1989 gmc s 15 4,3

How can i tell if my computer is bad


1 thought on “1989 gmc s 15 4,3”

  1. check for all power and ground going to and from the Computer. If all checks out and it is not working, replace it.
    1. You first check the battery voltage to see that there is sufficient charge in the battery to power the Ecm. Most elec­tronic control units need a minimum of 9 volts.
    2. Next you turn the key on and check to see if voltage is reaching the positive side of the ignition coil. Your Obd scan tool should read the ecm codes.

    3. If the electrical system passed the spark i test described earlier, then you can assume the coil, distributor pickup, and
    control module computer are working. The only exception here would be a system that misfires or dies intermittently. This problem indicates an intermittent short or open somewhere in the module or pickup, or in the wiring between them. If the engine computer failed to pro­duce a spark, you have to figure out whether it is the coil, the pickup, the module, or the wiring somewhere in be­tween the Ecm.

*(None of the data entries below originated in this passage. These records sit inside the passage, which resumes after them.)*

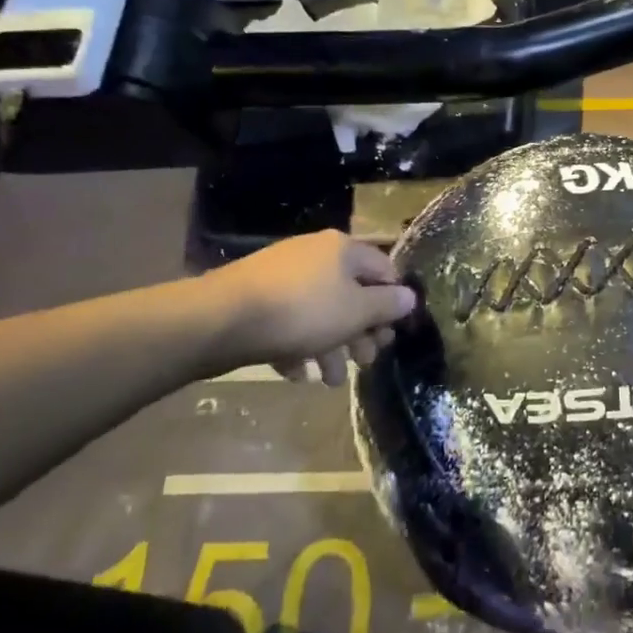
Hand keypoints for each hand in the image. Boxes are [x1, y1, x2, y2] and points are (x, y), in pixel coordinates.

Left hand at [211, 231, 416, 386]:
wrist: (223, 319)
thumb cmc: (303, 311)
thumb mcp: (356, 311)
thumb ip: (387, 305)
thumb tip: (409, 297)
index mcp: (343, 250)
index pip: (383, 270)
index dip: (393, 302)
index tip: (393, 333)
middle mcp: (314, 255)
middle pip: (350, 294)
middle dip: (360, 333)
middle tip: (366, 362)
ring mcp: (283, 276)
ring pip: (319, 312)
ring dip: (331, 348)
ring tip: (331, 382)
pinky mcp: (257, 298)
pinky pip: (288, 322)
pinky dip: (297, 347)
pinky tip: (296, 374)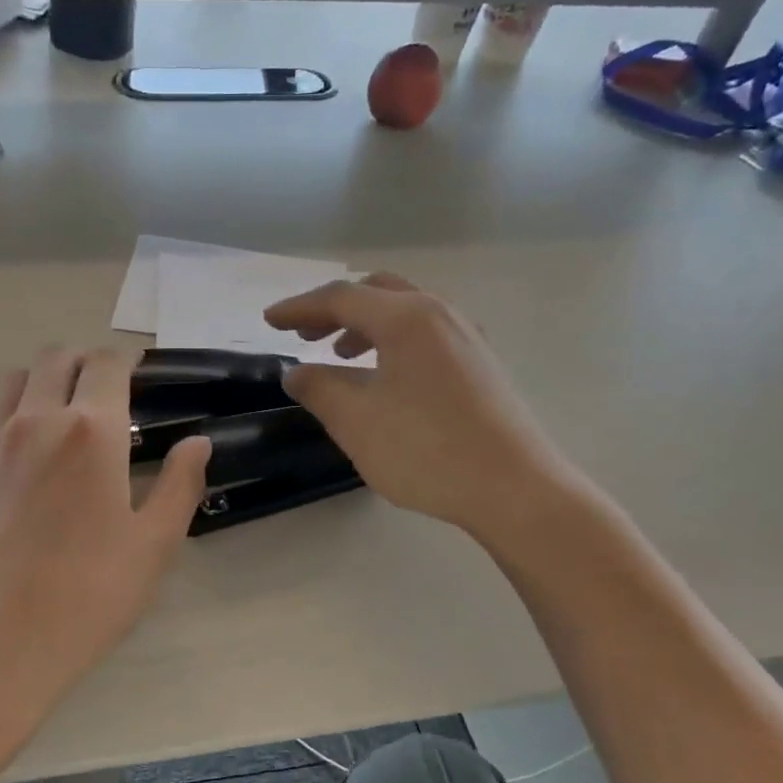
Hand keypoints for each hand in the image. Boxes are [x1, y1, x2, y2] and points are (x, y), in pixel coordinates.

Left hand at [0, 347, 211, 732]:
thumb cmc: (86, 597)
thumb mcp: (152, 546)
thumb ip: (181, 484)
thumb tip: (198, 441)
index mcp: (89, 432)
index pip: (106, 364)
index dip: (126, 362)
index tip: (139, 379)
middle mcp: (34, 423)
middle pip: (55, 358)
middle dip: (84, 364)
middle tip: (106, 397)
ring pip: (15, 386)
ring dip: (44, 387)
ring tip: (64, 427)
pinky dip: (15, 435)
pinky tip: (26, 486)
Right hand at [263, 274, 576, 540]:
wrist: (513, 488)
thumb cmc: (426, 450)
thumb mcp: (356, 421)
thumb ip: (319, 388)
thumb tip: (296, 372)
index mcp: (407, 318)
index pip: (341, 298)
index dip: (299, 308)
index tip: (269, 322)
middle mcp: (440, 315)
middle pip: (377, 294)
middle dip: (335, 310)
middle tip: (305, 335)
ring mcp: (466, 338)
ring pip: (405, 313)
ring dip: (365, 326)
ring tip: (341, 356)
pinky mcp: (480, 365)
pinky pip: (425, 335)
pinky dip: (392, 342)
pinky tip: (385, 377)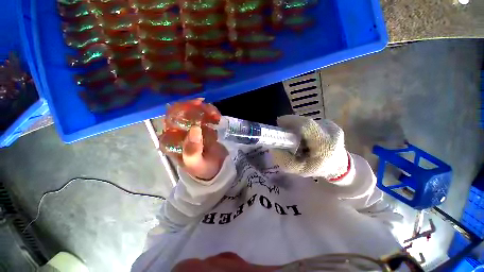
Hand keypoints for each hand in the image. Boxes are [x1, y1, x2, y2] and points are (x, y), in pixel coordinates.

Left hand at [160, 99, 227, 180]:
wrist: (215, 170)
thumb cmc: (202, 169)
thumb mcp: (195, 163)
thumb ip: (192, 149)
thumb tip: (195, 128)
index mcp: (172, 140)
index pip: (171, 119)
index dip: (182, 110)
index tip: (195, 106)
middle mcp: (181, 132)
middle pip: (184, 113)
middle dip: (196, 108)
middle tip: (208, 109)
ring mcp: (193, 129)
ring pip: (196, 112)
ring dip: (206, 110)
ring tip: (216, 116)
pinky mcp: (203, 128)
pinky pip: (206, 116)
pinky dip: (212, 114)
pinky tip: (217, 118)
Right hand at [270, 115, 348, 179]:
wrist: (338, 165)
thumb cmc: (318, 168)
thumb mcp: (299, 170)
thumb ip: (285, 161)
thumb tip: (273, 148)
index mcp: (325, 146)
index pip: (307, 126)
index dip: (291, 121)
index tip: (279, 122)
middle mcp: (332, 132)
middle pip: (306, 122)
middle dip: (292, 124)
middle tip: (284, 131)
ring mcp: (332, 126)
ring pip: (307, 122)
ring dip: (298, 127)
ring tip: (296, 137)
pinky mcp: (330, 123)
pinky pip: (311, 123)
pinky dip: (303, 128)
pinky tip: (304, 136)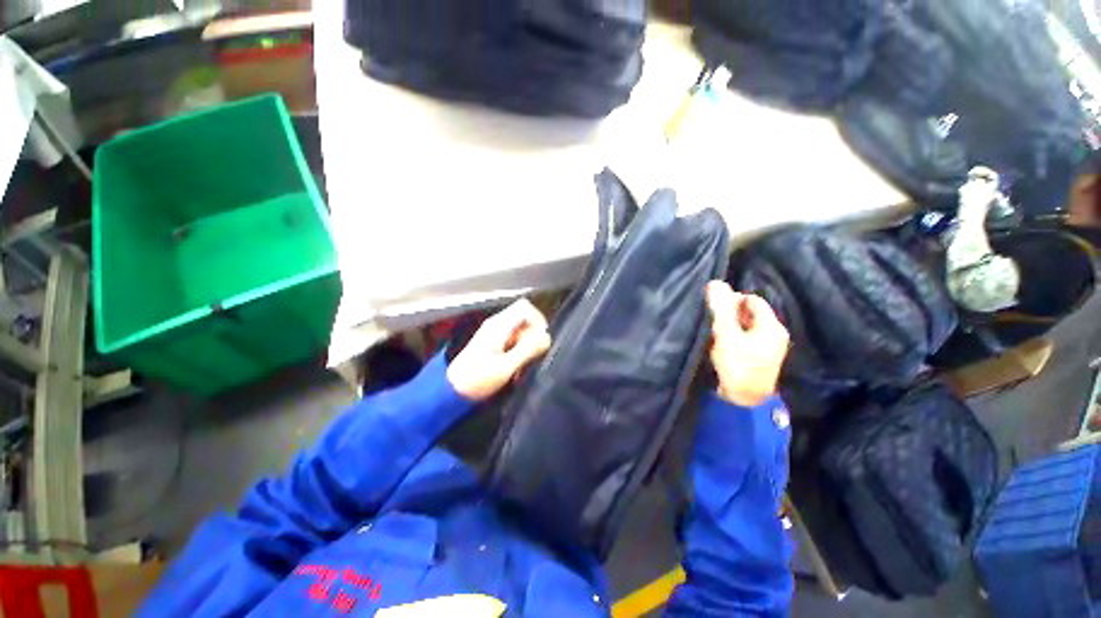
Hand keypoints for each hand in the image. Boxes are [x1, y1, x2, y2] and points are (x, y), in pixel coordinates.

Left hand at [447, 299, 551, 400]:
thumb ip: (527, 350)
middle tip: (532, 357)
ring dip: (527, 346)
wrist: (451, 391)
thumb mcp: (505, 366)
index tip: (541, 340)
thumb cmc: (477, 379)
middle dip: (533, 336)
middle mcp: (497, 324)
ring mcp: (494, 333)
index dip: (538, 320)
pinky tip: (515, 368)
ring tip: (522, 367)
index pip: (525, 307)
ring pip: (521, 330)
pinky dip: (519, 351)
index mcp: (499, 325)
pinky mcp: (494, 343)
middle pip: (525, 318)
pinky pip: (514, 340)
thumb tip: (547, 337)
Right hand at [706, 281, 789, 406]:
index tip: (715, 308)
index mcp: (772, 326)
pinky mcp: (759, 358)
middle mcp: (774, 334)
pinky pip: (745, 338)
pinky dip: (733, 336)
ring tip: (714, 331)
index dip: (733, 299)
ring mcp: (768, 348)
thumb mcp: (726, 334)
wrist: (743, 401)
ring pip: (746, 326)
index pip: (752, 300)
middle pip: (750, 313)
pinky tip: (721, 343)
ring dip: (730, 325)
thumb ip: (721, 309)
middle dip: (731, 312)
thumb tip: (715, 282)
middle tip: (713, 320)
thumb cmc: (737, 365)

    4. To rule out the coil, you turn the engine off and check both the primary and secondary resistance of the computer. Always refer to the exact specifications listed by the manufacturer, but generally speaking, the primary resistance be­tween the Ecm positive and negative ter­minals will be between 0.5 and 3 ohms. A very high reading indicates an open in the coil primary windings, so replace it if that’s what you find. Secondary re­sistance between the coil negative ter­minal and high-voltage lead is usually somewhere between 8000 to 12,000 ohms. A very low reading would indi­cate an Ecm ground whereas a very high reading would indicate an open. If the Engine computer primary and secondary resistance readings are within the man­ufacturer’s specs, you can rule it out as the source of trouble.
    5. The next item to check is the pickup coil in the distributor. To test it, unplug the pickup connector and measure its resistance with your obd test tool. Again, refer to the manufacturer’s specs. The general range of values here is 150 to 1200 ohms. A very high reading would indicate an open in the coil or its leads, while a very low reading would indicate an Ecmengine computer short. You should also check to see that the pickup coil is not grounded by checking resistance between both pickup coil leads and the distributor housing. Your obd meter should read infin­ity if the engine is not grounded. If the computer passes these tests, you can rule it out as a possible cause of engine failure code problems. Note: On some Chrysler vehicles, the distance between the pickup coil and the arms on the distributor shaft arma­ture can have a bearing on ignition per­formance. This is referred to as the air gap setting, and it must be within specs for the application.
    On ecm computers that use a “Hall Effect” pickup, you should check to see that the shutter on the un­derside of the computer is grounded. If it isn’t, the engine won’t generate a signal to the electronic control unit.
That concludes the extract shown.